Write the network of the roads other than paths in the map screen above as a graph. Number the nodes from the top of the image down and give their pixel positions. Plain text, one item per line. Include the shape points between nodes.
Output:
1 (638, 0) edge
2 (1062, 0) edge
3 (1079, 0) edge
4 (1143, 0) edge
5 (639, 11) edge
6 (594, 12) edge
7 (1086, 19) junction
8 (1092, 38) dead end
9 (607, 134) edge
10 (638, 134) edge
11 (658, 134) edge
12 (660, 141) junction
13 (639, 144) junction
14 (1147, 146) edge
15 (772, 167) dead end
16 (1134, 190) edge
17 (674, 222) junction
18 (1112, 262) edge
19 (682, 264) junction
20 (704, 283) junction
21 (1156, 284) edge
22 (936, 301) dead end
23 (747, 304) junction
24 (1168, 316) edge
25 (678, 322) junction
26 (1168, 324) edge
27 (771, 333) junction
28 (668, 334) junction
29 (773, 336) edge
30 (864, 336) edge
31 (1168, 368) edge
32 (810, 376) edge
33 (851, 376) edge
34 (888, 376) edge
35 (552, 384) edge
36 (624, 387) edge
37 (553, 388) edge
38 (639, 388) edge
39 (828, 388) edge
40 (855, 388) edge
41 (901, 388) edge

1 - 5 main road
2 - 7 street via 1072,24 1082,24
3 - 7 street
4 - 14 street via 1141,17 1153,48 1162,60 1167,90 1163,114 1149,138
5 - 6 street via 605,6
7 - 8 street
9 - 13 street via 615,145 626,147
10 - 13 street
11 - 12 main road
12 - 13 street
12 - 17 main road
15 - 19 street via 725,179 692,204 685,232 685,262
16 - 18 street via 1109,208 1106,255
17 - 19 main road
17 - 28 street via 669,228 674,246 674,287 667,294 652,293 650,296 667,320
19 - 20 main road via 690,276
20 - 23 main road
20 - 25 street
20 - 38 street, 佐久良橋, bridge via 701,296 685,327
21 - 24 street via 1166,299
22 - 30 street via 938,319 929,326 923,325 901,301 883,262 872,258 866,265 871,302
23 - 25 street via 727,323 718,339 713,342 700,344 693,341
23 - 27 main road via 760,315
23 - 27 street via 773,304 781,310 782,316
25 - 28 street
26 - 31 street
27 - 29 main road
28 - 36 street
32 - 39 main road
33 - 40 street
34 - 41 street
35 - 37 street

---

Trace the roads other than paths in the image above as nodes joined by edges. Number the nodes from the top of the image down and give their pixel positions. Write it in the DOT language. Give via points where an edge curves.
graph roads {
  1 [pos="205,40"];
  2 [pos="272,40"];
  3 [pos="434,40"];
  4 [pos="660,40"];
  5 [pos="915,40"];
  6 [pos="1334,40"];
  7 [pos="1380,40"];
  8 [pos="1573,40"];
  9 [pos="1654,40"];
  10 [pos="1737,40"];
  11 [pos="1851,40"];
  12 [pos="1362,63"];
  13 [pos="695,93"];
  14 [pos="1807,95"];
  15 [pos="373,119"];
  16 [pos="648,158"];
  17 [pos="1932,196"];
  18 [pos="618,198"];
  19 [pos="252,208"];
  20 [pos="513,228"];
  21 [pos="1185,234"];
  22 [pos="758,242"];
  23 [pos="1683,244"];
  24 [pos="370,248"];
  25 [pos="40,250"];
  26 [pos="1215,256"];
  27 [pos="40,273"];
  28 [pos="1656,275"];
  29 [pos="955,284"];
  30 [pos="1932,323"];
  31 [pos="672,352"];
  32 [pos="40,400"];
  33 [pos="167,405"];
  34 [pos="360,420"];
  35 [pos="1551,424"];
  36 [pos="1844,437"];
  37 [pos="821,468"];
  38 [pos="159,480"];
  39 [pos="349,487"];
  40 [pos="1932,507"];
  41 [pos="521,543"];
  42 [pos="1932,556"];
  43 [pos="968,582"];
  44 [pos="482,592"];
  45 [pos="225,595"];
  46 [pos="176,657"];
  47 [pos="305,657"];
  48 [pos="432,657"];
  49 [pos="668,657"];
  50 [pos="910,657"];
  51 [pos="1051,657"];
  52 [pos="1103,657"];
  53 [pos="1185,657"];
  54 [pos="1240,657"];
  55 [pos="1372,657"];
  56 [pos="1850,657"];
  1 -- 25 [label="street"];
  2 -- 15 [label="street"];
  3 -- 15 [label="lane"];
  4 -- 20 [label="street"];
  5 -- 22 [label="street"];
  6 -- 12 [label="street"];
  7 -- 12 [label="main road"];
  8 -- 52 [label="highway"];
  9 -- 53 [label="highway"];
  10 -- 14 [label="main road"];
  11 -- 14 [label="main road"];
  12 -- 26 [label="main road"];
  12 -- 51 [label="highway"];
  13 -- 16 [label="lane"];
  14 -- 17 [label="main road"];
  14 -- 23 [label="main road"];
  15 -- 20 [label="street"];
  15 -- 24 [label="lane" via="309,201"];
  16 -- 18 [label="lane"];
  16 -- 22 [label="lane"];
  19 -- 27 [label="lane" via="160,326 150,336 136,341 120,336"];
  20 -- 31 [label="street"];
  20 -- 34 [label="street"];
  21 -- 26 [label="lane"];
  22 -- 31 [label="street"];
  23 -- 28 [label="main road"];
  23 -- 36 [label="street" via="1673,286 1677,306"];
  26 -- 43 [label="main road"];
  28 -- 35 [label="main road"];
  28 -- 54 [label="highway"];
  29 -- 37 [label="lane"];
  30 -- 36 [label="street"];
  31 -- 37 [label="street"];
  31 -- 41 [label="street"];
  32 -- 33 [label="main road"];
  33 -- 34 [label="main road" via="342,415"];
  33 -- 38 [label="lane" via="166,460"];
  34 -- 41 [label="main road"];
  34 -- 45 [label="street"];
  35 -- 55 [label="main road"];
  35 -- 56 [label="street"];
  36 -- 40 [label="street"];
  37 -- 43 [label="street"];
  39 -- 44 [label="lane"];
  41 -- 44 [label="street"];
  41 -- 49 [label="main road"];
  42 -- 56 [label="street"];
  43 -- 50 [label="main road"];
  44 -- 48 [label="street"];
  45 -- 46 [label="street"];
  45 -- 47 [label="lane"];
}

# To do:
Now copy each line of the entries that mentions "above".

# Answer area:
Write the network of the roads other than paths in the map screen above as a graph. Number the nodes from the top of the image down and give their pixel positions. Plain text, one item per line. Include the shape points between nodes.
Trace the roads other than paths in the image above as nodes joined by edges. Number the nodes from the top of the image down and give their pixel positions. Write it in the DOT language. Give via points where an edge curves.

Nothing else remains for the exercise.